* DATASET ENTRIES
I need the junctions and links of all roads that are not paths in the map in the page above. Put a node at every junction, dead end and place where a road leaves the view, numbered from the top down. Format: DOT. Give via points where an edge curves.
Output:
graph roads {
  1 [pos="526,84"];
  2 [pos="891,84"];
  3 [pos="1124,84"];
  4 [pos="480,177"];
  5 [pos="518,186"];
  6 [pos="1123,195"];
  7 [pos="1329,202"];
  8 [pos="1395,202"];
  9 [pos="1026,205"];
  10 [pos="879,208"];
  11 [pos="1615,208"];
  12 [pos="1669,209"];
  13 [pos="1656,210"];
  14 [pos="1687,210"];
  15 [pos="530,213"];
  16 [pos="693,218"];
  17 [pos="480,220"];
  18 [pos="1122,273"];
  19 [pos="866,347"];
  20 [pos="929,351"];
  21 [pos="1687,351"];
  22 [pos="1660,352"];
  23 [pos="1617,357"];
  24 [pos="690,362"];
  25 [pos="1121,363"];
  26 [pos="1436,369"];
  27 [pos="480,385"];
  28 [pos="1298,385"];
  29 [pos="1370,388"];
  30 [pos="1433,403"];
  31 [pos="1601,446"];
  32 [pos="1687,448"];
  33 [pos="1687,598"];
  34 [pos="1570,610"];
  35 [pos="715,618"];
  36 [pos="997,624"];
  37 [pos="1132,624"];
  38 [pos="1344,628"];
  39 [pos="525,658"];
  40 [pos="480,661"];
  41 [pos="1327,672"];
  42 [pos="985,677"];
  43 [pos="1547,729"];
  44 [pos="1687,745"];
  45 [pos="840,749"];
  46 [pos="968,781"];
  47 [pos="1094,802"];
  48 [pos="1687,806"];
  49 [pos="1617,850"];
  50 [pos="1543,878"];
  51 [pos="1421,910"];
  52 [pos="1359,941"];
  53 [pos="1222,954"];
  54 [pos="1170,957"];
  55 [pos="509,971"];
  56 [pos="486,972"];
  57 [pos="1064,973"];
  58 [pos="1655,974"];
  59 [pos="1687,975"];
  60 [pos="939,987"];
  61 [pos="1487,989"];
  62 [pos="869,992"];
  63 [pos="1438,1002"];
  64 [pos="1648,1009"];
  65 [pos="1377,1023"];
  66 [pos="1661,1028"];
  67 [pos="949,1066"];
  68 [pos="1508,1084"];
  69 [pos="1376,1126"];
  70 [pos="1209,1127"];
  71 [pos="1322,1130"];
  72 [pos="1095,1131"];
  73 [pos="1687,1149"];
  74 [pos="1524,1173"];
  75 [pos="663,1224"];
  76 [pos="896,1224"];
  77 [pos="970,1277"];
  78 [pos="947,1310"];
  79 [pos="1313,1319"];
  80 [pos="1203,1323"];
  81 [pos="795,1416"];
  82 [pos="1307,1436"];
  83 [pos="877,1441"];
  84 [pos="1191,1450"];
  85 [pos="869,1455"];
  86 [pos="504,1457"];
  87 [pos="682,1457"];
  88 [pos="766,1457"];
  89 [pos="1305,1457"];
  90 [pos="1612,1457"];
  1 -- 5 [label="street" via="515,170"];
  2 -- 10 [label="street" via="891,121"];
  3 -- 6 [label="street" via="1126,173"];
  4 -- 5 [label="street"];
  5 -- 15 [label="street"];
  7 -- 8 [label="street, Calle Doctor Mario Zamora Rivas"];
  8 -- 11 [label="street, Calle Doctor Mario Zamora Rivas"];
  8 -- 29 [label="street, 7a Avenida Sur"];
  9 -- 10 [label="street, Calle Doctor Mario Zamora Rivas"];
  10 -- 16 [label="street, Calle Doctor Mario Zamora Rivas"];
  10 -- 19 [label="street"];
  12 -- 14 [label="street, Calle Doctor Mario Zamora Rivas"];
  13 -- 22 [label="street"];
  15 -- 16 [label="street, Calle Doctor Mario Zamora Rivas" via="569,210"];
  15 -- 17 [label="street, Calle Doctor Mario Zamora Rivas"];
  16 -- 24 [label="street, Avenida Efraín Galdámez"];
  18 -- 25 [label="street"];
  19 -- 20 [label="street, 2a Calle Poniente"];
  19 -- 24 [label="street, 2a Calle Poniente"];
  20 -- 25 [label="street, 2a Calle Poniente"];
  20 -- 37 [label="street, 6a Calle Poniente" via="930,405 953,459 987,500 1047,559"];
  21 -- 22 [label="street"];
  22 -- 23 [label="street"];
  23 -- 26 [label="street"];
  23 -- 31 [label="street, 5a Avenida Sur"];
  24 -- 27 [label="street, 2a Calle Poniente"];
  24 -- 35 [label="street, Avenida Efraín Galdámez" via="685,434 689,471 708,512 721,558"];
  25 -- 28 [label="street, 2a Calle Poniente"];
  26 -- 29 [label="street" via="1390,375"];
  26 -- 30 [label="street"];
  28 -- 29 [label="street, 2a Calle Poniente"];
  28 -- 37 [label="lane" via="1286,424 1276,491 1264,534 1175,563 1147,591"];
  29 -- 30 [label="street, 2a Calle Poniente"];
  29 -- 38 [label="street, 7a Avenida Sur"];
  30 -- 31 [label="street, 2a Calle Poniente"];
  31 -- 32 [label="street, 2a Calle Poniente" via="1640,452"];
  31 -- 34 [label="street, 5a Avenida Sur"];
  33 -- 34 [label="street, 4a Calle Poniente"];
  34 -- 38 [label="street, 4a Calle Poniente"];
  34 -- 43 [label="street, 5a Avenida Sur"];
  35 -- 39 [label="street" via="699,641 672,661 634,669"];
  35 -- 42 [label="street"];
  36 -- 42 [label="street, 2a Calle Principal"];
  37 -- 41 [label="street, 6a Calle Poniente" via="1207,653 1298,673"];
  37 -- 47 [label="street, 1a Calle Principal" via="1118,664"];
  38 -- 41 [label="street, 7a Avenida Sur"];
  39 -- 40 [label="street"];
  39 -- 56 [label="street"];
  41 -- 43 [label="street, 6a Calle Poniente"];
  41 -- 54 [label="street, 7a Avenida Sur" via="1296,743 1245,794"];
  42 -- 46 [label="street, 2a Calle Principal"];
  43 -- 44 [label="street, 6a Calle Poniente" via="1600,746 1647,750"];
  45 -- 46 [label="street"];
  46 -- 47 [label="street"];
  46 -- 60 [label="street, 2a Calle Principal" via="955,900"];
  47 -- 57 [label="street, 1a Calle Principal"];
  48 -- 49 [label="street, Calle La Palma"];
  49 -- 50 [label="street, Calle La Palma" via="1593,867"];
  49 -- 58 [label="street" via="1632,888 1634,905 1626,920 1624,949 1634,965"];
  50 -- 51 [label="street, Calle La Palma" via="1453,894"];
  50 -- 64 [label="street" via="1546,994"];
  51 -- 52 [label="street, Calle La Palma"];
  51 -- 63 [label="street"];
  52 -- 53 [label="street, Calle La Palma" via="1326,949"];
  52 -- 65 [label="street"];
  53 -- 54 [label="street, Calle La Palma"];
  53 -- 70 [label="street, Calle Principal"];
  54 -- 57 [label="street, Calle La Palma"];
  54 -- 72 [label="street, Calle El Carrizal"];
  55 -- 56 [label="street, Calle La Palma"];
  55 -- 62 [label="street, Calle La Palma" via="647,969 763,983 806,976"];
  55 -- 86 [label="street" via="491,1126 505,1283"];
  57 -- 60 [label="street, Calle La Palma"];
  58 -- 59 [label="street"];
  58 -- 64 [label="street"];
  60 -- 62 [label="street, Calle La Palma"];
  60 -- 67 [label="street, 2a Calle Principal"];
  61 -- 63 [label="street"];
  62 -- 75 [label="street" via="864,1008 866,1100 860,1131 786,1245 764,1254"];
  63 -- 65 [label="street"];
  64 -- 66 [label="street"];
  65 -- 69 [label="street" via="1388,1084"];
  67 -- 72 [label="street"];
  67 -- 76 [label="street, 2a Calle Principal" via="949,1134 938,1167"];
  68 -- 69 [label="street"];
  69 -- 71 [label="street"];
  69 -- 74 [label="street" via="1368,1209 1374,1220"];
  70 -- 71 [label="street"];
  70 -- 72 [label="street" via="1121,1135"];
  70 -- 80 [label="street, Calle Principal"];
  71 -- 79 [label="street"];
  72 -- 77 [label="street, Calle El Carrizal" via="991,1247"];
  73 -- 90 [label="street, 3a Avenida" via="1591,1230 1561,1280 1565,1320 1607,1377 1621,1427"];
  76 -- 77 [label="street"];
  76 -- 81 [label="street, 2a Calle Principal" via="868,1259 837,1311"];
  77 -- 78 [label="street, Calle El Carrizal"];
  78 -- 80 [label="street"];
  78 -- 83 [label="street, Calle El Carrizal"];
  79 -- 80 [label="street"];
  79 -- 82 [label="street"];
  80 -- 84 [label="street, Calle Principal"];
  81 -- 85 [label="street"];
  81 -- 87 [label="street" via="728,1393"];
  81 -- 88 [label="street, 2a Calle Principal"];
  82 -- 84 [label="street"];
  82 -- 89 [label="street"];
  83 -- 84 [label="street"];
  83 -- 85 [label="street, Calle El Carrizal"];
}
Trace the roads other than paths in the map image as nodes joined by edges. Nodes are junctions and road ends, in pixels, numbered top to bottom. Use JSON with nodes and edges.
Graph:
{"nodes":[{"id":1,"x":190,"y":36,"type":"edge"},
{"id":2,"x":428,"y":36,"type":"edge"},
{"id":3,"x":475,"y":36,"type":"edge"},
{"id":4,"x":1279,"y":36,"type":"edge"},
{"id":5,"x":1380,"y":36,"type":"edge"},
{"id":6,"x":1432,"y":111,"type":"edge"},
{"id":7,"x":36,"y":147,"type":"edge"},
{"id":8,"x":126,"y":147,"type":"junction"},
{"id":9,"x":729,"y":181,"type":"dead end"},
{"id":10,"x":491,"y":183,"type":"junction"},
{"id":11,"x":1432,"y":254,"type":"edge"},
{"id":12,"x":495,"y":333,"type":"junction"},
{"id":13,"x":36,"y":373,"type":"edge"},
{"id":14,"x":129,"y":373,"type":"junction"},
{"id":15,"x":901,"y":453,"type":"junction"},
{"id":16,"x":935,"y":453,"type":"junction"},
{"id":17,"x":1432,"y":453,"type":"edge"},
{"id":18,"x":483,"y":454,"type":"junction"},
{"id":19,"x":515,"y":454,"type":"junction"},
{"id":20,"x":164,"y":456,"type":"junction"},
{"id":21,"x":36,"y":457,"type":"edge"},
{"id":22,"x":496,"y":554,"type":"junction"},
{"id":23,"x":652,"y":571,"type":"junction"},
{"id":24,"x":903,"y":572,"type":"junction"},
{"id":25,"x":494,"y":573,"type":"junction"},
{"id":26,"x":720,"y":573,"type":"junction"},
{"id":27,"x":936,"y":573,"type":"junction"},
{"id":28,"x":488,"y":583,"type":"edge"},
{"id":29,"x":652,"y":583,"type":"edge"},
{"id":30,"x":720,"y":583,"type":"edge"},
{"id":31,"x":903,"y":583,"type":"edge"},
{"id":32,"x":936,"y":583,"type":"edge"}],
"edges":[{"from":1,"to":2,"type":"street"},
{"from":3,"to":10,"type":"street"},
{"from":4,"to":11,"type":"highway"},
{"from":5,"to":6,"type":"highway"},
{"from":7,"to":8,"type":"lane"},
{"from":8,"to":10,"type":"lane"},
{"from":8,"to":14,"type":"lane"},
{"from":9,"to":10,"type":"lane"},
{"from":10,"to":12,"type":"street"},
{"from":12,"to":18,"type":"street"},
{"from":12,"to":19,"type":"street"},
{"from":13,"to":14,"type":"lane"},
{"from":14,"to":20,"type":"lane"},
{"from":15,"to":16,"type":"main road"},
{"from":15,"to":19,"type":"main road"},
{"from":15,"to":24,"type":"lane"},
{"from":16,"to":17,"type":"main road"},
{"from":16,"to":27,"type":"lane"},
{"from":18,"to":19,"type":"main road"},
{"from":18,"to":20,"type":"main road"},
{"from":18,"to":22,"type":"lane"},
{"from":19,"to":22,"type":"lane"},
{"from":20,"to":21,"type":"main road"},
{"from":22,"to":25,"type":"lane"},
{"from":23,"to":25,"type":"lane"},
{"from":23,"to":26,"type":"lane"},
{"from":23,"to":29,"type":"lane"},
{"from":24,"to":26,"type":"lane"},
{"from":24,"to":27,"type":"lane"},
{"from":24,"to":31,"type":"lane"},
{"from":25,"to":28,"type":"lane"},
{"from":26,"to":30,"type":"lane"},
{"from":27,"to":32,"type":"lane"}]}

* WORK ITEM
Could you count how many lines in the records contain the word "dead"? Only the number is needed.

* REPLY
2